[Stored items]
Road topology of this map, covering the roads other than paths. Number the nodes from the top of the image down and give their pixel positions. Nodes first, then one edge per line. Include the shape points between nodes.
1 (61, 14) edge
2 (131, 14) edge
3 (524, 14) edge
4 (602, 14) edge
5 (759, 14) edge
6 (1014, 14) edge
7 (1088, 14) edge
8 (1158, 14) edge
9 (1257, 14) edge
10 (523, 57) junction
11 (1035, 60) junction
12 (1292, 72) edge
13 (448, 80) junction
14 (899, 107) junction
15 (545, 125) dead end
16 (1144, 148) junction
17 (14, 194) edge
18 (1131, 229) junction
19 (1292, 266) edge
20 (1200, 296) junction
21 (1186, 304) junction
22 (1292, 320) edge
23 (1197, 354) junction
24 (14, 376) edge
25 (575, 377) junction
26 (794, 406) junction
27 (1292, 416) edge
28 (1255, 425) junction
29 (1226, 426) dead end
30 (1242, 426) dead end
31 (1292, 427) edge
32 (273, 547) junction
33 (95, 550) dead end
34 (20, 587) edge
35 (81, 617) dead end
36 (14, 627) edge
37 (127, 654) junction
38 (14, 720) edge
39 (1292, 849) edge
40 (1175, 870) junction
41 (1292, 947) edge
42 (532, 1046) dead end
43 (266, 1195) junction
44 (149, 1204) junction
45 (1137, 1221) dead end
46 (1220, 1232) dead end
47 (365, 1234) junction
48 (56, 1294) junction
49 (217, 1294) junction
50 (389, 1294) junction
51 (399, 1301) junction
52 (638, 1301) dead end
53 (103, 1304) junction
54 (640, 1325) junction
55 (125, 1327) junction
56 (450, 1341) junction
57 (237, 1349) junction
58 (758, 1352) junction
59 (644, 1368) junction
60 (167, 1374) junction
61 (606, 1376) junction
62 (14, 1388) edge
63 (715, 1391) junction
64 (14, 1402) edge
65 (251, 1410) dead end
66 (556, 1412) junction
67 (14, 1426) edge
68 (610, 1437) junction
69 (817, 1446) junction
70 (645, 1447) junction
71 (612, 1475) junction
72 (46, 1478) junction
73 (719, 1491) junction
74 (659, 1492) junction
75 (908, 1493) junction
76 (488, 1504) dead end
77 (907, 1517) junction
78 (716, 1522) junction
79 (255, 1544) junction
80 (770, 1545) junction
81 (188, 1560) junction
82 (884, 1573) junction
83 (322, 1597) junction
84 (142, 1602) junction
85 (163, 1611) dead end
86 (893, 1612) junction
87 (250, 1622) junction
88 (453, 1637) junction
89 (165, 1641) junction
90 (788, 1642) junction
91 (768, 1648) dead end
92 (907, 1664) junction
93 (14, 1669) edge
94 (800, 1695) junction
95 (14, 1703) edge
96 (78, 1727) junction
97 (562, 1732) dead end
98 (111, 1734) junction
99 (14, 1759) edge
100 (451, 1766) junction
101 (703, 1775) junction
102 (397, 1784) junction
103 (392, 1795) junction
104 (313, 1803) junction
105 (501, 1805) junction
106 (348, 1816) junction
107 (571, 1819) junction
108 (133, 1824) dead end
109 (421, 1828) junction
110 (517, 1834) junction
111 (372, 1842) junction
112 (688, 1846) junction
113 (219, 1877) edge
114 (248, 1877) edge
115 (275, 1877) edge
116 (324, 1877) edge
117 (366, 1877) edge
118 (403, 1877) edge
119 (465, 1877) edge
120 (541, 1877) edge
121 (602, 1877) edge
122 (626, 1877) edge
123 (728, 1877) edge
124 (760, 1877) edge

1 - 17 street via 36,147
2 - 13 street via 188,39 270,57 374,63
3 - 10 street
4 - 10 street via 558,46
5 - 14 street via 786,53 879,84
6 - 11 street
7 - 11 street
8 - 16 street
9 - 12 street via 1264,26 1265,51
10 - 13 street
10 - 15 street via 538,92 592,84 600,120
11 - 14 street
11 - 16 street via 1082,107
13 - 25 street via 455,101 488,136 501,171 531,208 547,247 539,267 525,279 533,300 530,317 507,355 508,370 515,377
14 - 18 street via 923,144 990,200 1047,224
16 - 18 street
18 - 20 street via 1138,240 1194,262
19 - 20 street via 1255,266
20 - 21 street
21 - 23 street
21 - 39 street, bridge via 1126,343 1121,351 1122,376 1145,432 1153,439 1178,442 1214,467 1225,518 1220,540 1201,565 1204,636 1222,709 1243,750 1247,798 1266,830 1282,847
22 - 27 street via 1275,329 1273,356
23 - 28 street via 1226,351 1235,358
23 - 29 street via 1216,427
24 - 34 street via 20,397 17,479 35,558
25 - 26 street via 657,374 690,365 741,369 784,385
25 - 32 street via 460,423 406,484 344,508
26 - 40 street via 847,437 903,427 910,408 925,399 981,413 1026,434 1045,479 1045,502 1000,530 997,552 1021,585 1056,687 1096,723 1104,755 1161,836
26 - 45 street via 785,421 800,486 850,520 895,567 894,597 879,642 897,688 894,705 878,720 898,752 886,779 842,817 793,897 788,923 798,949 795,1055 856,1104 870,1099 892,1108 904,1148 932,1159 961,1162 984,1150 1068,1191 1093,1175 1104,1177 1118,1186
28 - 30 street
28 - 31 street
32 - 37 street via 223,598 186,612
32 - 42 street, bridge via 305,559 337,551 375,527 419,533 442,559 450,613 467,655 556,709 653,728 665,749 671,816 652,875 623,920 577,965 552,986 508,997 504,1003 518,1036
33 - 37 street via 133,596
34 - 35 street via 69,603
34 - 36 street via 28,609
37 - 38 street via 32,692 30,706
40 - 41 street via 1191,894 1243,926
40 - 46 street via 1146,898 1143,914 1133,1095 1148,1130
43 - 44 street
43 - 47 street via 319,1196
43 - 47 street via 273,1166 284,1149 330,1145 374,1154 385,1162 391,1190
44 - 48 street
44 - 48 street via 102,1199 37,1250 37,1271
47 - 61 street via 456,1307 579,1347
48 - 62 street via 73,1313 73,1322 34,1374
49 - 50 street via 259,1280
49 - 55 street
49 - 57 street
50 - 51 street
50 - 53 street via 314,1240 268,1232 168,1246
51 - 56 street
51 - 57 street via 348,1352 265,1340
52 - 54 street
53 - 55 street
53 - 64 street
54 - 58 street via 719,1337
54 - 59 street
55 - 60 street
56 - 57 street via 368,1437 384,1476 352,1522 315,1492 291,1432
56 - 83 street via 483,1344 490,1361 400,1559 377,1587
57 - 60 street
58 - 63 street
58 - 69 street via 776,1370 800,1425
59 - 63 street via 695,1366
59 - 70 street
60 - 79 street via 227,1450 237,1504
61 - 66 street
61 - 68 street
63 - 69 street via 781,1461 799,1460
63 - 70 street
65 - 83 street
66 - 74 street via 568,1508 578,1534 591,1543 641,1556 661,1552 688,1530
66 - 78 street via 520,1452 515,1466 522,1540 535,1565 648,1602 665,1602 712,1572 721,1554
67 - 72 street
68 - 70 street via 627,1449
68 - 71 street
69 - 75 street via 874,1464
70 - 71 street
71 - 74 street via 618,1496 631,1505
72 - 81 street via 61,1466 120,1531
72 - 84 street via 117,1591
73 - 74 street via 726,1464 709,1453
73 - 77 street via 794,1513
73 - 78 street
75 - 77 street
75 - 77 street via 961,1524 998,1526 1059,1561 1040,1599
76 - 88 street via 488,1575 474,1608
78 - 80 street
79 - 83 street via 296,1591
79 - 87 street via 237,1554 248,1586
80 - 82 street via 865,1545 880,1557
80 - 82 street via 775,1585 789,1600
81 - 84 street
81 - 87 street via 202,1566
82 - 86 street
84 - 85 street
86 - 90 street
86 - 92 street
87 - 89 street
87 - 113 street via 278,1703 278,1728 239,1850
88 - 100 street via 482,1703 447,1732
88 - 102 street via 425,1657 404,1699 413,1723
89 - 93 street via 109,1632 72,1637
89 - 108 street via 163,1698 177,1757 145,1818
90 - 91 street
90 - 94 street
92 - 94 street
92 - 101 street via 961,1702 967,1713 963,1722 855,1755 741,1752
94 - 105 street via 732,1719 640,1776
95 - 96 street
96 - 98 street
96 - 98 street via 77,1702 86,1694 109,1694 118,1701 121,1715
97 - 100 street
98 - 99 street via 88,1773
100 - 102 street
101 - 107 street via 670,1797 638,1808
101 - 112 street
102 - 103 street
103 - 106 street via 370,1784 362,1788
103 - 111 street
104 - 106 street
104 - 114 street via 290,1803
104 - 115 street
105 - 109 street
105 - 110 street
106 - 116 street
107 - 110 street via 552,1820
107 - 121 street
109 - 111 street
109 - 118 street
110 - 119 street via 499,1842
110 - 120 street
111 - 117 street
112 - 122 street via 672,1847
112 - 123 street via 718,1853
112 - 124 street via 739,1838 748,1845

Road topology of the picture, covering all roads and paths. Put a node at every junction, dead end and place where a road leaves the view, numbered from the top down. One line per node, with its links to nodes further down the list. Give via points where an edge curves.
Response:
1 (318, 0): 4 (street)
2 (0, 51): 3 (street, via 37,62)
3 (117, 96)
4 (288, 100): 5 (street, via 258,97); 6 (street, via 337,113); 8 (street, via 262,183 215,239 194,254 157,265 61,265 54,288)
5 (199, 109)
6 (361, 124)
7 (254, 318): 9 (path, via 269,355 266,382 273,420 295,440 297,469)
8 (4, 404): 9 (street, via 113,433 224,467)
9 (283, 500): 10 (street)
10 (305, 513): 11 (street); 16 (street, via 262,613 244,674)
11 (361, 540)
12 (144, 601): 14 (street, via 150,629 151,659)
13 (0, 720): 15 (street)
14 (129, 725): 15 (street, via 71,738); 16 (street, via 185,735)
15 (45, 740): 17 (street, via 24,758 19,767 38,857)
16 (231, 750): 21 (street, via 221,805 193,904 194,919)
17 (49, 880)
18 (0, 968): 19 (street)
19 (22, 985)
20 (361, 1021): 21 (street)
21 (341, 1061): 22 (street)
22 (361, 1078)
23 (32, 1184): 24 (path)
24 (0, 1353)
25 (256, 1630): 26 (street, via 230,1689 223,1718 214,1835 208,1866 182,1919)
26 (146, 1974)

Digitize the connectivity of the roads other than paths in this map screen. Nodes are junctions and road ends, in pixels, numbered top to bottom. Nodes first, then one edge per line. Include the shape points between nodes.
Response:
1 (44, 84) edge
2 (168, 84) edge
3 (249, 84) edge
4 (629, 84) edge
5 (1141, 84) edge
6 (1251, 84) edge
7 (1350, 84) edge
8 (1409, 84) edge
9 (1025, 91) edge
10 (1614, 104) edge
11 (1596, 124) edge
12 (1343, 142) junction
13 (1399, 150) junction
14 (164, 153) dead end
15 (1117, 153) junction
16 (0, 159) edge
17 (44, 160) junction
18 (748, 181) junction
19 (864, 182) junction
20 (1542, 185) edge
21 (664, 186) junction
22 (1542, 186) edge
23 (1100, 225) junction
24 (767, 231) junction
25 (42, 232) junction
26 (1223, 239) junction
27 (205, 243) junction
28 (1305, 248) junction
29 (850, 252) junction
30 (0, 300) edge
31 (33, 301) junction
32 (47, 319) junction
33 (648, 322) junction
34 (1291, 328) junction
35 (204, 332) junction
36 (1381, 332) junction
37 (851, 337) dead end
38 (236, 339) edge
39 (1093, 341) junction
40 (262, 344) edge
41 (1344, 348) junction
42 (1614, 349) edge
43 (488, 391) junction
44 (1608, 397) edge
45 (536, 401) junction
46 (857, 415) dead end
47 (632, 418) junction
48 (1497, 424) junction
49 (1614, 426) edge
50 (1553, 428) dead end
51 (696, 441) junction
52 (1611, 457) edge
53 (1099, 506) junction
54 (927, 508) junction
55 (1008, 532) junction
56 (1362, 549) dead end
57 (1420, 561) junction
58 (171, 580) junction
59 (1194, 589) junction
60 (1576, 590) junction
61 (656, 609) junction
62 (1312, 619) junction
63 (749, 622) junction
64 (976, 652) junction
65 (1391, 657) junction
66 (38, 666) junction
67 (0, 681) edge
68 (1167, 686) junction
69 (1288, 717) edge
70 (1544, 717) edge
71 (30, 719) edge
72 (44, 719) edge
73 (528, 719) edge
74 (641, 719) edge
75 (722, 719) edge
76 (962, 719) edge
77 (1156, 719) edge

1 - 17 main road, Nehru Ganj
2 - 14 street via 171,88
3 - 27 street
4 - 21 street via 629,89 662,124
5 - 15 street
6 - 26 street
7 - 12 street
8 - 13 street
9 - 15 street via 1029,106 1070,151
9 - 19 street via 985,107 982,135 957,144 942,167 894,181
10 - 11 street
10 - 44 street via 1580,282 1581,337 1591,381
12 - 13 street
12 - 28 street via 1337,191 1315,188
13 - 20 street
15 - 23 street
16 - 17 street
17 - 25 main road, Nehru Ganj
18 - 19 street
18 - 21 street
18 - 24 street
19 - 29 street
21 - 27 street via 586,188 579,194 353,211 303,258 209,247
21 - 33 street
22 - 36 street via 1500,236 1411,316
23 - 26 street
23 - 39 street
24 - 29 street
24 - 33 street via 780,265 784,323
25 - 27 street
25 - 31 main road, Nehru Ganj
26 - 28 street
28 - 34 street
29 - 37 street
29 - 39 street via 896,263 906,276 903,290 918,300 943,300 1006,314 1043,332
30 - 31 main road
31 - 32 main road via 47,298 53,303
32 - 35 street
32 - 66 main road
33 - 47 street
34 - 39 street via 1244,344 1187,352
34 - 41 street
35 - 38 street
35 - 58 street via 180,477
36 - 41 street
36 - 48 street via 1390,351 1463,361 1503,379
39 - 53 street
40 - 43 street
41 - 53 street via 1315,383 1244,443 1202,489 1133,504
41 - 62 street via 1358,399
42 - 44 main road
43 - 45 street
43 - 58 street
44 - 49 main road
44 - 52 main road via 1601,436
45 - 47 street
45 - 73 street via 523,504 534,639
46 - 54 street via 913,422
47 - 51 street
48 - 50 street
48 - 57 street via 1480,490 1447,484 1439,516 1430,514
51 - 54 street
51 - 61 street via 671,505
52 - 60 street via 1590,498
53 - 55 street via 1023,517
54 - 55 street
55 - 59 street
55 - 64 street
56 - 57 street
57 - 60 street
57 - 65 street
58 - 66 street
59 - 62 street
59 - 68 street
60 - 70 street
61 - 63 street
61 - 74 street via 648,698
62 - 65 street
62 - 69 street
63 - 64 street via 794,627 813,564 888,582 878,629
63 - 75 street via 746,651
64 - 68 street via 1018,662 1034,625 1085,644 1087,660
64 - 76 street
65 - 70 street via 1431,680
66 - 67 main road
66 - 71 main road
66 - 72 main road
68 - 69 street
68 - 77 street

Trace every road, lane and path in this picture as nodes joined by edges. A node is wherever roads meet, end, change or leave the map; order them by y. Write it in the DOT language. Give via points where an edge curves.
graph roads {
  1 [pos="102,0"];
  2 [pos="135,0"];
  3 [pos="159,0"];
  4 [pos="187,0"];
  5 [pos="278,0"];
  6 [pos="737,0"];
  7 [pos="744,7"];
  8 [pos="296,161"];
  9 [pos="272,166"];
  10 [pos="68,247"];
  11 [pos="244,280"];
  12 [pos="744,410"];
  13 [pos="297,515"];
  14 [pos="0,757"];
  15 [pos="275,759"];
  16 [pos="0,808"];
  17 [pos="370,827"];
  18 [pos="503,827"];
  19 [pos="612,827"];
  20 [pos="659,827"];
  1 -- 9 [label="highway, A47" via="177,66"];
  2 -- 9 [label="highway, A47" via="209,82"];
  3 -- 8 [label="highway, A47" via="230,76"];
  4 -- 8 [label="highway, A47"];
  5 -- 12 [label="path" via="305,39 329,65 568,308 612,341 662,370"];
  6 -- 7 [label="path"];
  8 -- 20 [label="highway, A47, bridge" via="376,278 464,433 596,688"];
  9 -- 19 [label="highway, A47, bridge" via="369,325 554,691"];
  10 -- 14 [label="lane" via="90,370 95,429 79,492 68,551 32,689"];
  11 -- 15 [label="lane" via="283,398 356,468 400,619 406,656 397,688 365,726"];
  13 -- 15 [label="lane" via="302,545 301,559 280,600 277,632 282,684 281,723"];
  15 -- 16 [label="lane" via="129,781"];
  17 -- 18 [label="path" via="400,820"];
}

* **PROBLEM TO SOLVE**:
Copy all lines of the records in which the string "nodes" can be found.

* **RESULT OF THIS TASK**:
Road topology of this map, covering the roads other than paths. Number the nodes from the top of the image down and give their pixel positions. Nodes first, then one edge per line. Include the shape points between nodes.
Road topology of the picture, covering all roads and paths. Put a node at every junction, dead end and place where a road leaves the view, numbered from the top down. One line per node, with its links to nodes further down the list. Give via points where an edge curves.
Digitize the connectivity of the roads other than paths in this map screen. Nodes are junctions and road ends, in pixels, numbered top to bottom. Nodes first, then one edge per line. Include the shape points between nodes.
Trace every road, lane and path in this picture as nodes joined by edges. A node is wherever roads meet, end, change or leave the map; order them by y. Write it in the DOT language. Give via points where an edge curves.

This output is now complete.